The details of the Palm Springs policy show that the policy does not add up to yield a coherent and transparent result. Rather, analyzing the details lead to the ineluctable conclusion that the entire program is intended to enrich selected individuals and their advocacy groups. The income distribution scheme provides that “Twenty transgender and nonbinary Palm Springs residents will receive the free money funded by the taxpayers for 18 months, with advocacy-based health center DAP Health and LGBT advocacy group Queer Works managing the program.”

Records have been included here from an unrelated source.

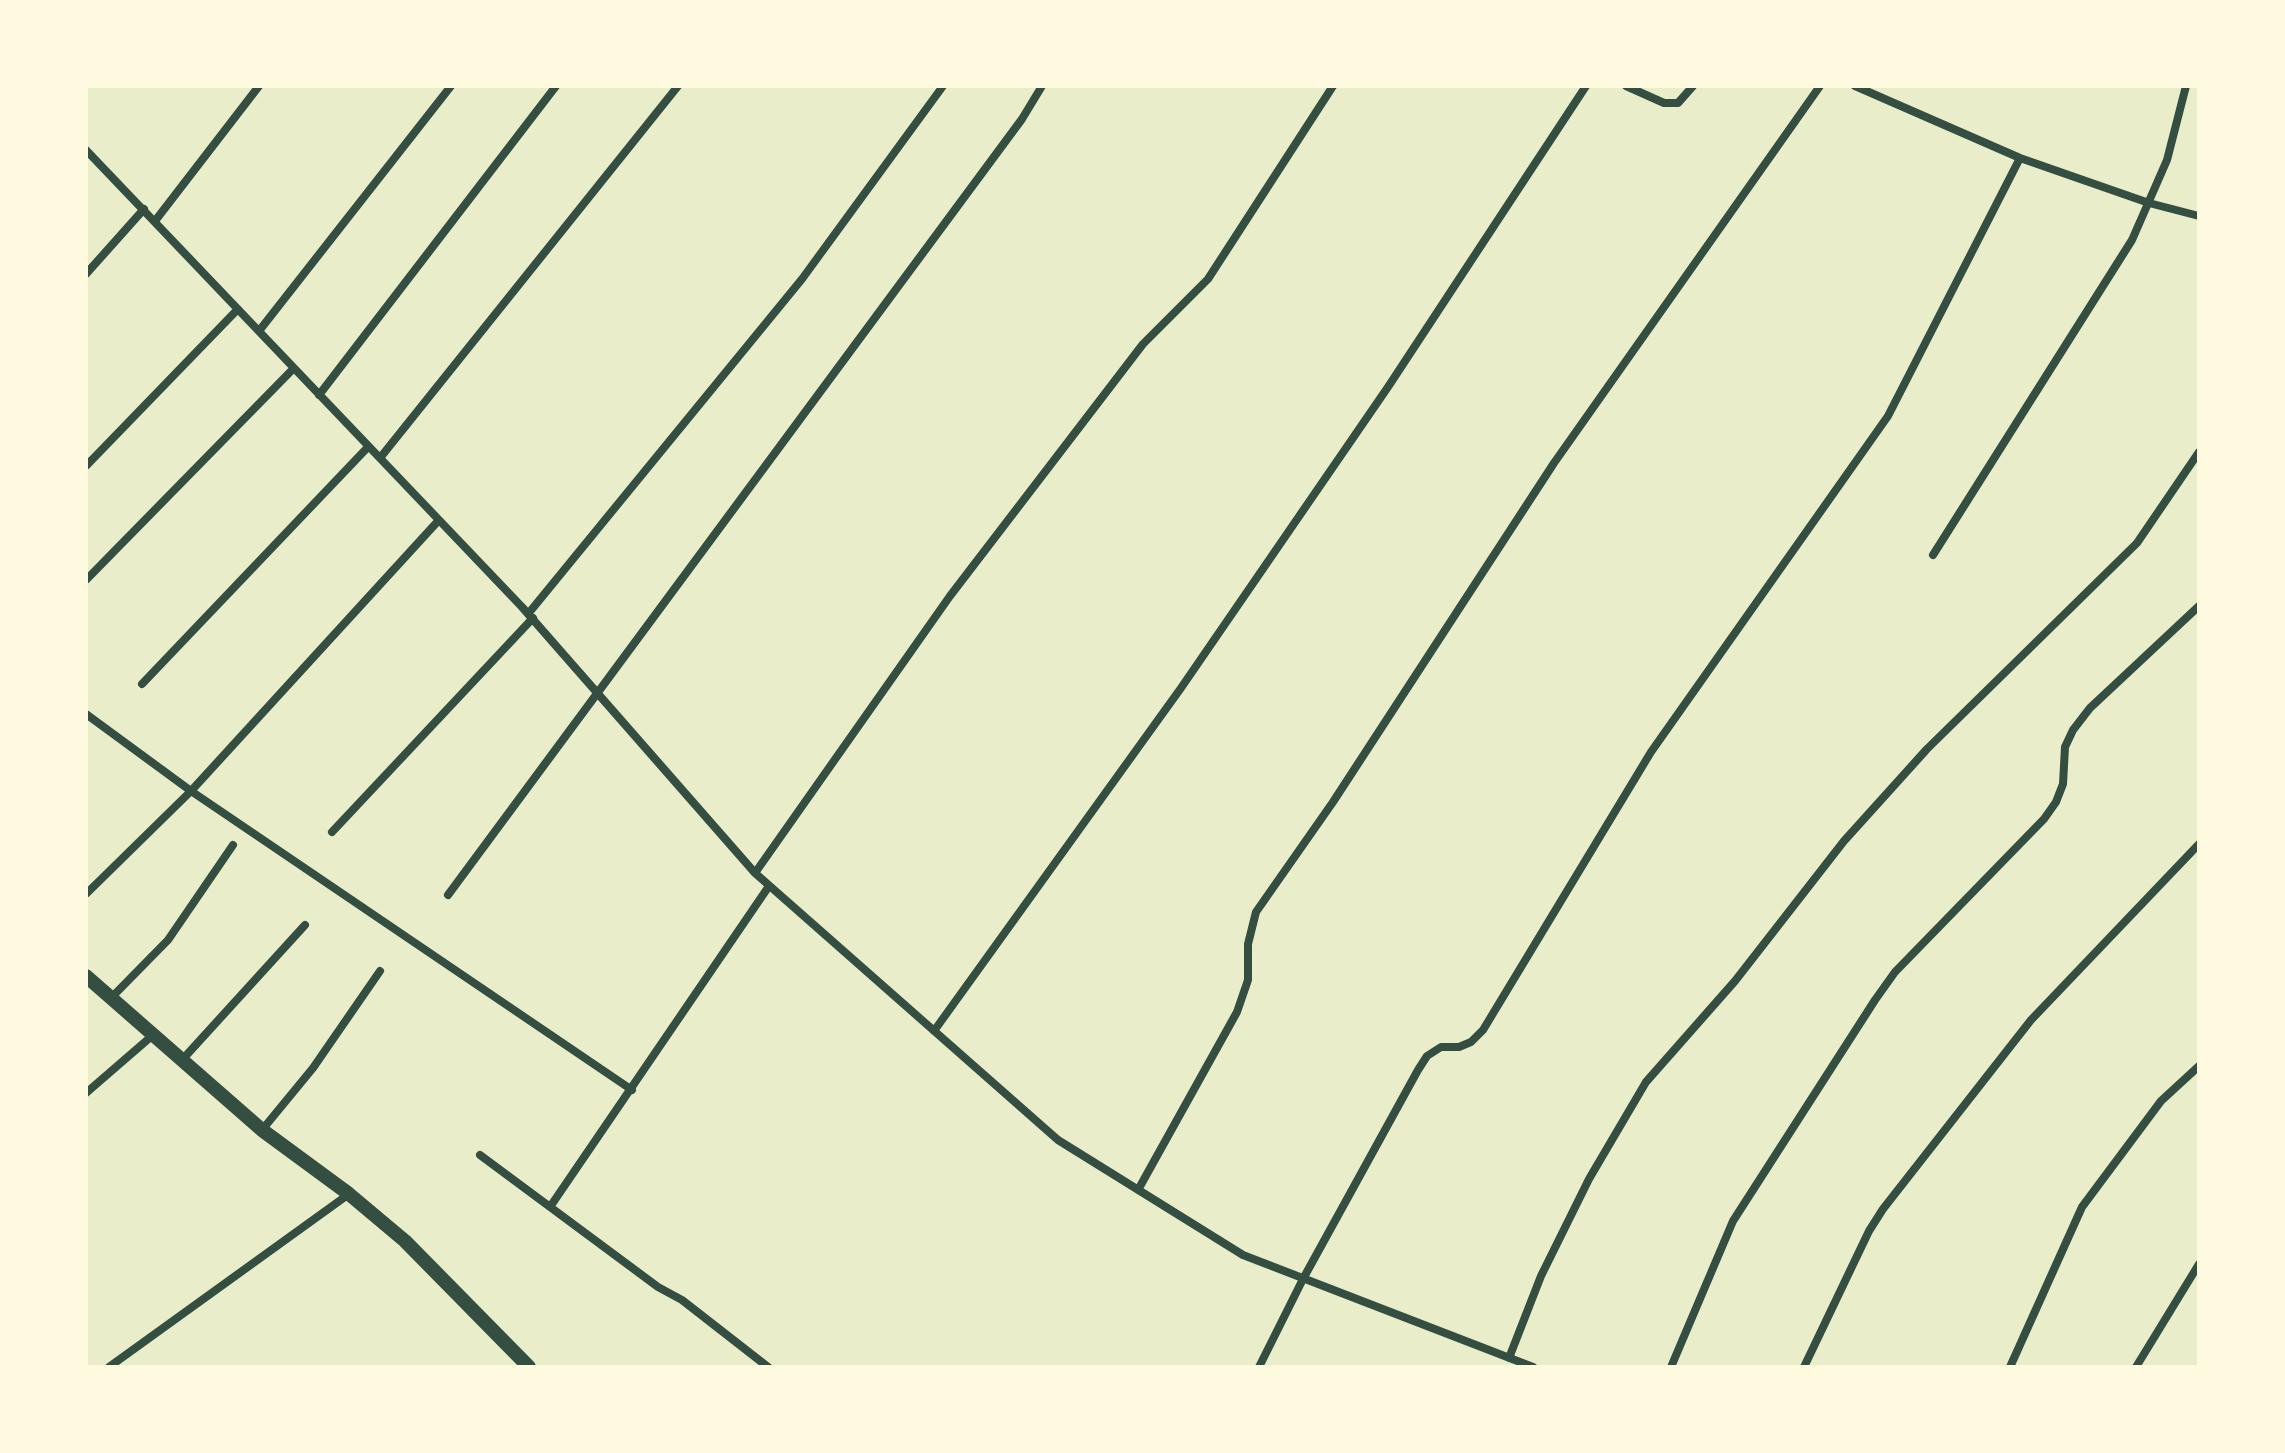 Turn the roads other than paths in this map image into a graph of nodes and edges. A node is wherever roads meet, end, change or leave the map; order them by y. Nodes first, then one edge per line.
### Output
1 (259, 86) edge
2 (451, 86) edge
3 (556, 86) edge
4 (678, 86) edge
5 (943, 86) edge
6 (1042, 86) edge
7 (1333, 86) edge
8 (1586, 86) edge
9 (1626, 86) edge
10 (1693, 86) edge
11 (1820, 86) edge
12 (1855, 86) edge
13 (2186, 86) edge
14 (86, 150) edge
15 (2020, 158) junction
16 (2149, 203) junction
17 (144, 209) junction
18 (2199, 216) edge
19 (155, 221) junction
20 (86, 274) edge
21 (238, 309) junction
22 (259, 331) junction
23 (294, 368) junction
24 (319, 395) junction
25 (368, 447) junction
26 (2199, 452) edge
27 (380, 458) junction
28 (86, 466) edge
29 (439, 520) junction
30 (1933, 555) dead end
31 (86, 580) edge
32 (2199, 606) edge
33 (530, 616) junction
34 (142, 684) dead end
35 (599, 693) junction
36 (86, 714) edge
37 (191, 791) junction
38 (332, 832) dead end
39 (2199, 844) edge
40 (233, 845) dead end
41 (755, 873) junction
42 (769, 886) junction
43 (86, 894) edge
44 (448, 895) dead end
45 (305, 925) dead end
46 (380, 971) dead end
47 (86, 976) edge
48 (111, 998) junction
49 (934, 1031) junction
50 (153, 1035) junction
51 (182, 1060) junction
52 (2199, 1066) edge
53 (632, 1090) junction
54 (86, 1093) edge
55 (262, 1130) junction
56 (480, 1155) dead end
57 (1138, 1190) junction
58 (349, 1194) junction
59 (550, 1207) junction
60 (2199, 1264) edge
61 (1303, 1279) junction
62 (1509, 1358) junction
63 (524, 1366) edge
64 (109, 1367) edge
65 (768, 1367) edge
66 (1259, 1367) edge
67 (1533, 1367) edge
68 (1671, 1367) edge
69 (1804, 1367) edge
70 (2010, 1367) edge
71 (2136, 1367) edge

1 - 19 street
2 - 22 street
3 - 24 street
4 - 27 street
5 - 33 street
6 - 35 street
7 - 41 street
8 - 49 street
9 - 10 street
11 - 57 street
12 - 15 street
13 - 16 street
14 - 17 street
15 - 16 street
15 - 61 street
16 - 18 street
16 - 30 street
17 - 19 street
17 - 20 street
19 - 21 street
21 - 22 street
21 - 28 street
22 - 23 street
23 - 24 street
23 - 31 street
24 - 25 street
25 - 27 street
25 - 34 street
26 - 62 street
27 - 29 street
29 - 33 street
29 - 37 street
32 - 68 street
33 - 35 street
33 - 38 street
35 - 41 street
35 - 44 street
36 - 37 street
37 - 43 street
37 - 53 street
39 - 69 street
40 - 48 street
41 - 42 street
42 - 49 street
42 - 53 street
45 - 51 street
46 - 55 street
47 - 48 street
48 - 50 street
49 - 57 street
50 - 51 street
50 - 54 street
51 - 55 street
52 - 70 street
53 - 59 street
55 - 58 street
56 - 59 street
57 - 61 street
58 - 63 street
58 - 64 street
59 - 65 street
60 - 71 street
61 - 62 street
61 - 66 street
62 - 67 street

The program enables the municipal government to fund “DAP Health” and “Queer Works.” The article discusses a $200K set aside by the municipal government for the program. Do the math. Twenty people, 18 months, $900 a month adds up to $324K. The article does not say where the other $124K will come from, nor the management fees these two organizations will undoubtedly collect for this “public service.” However, the links to the interest groups and the bureaucrats have been established; budgets have been planned and expectations have been created. People are now invested in the existence and funding of the program. And invested in the continued funding of the program.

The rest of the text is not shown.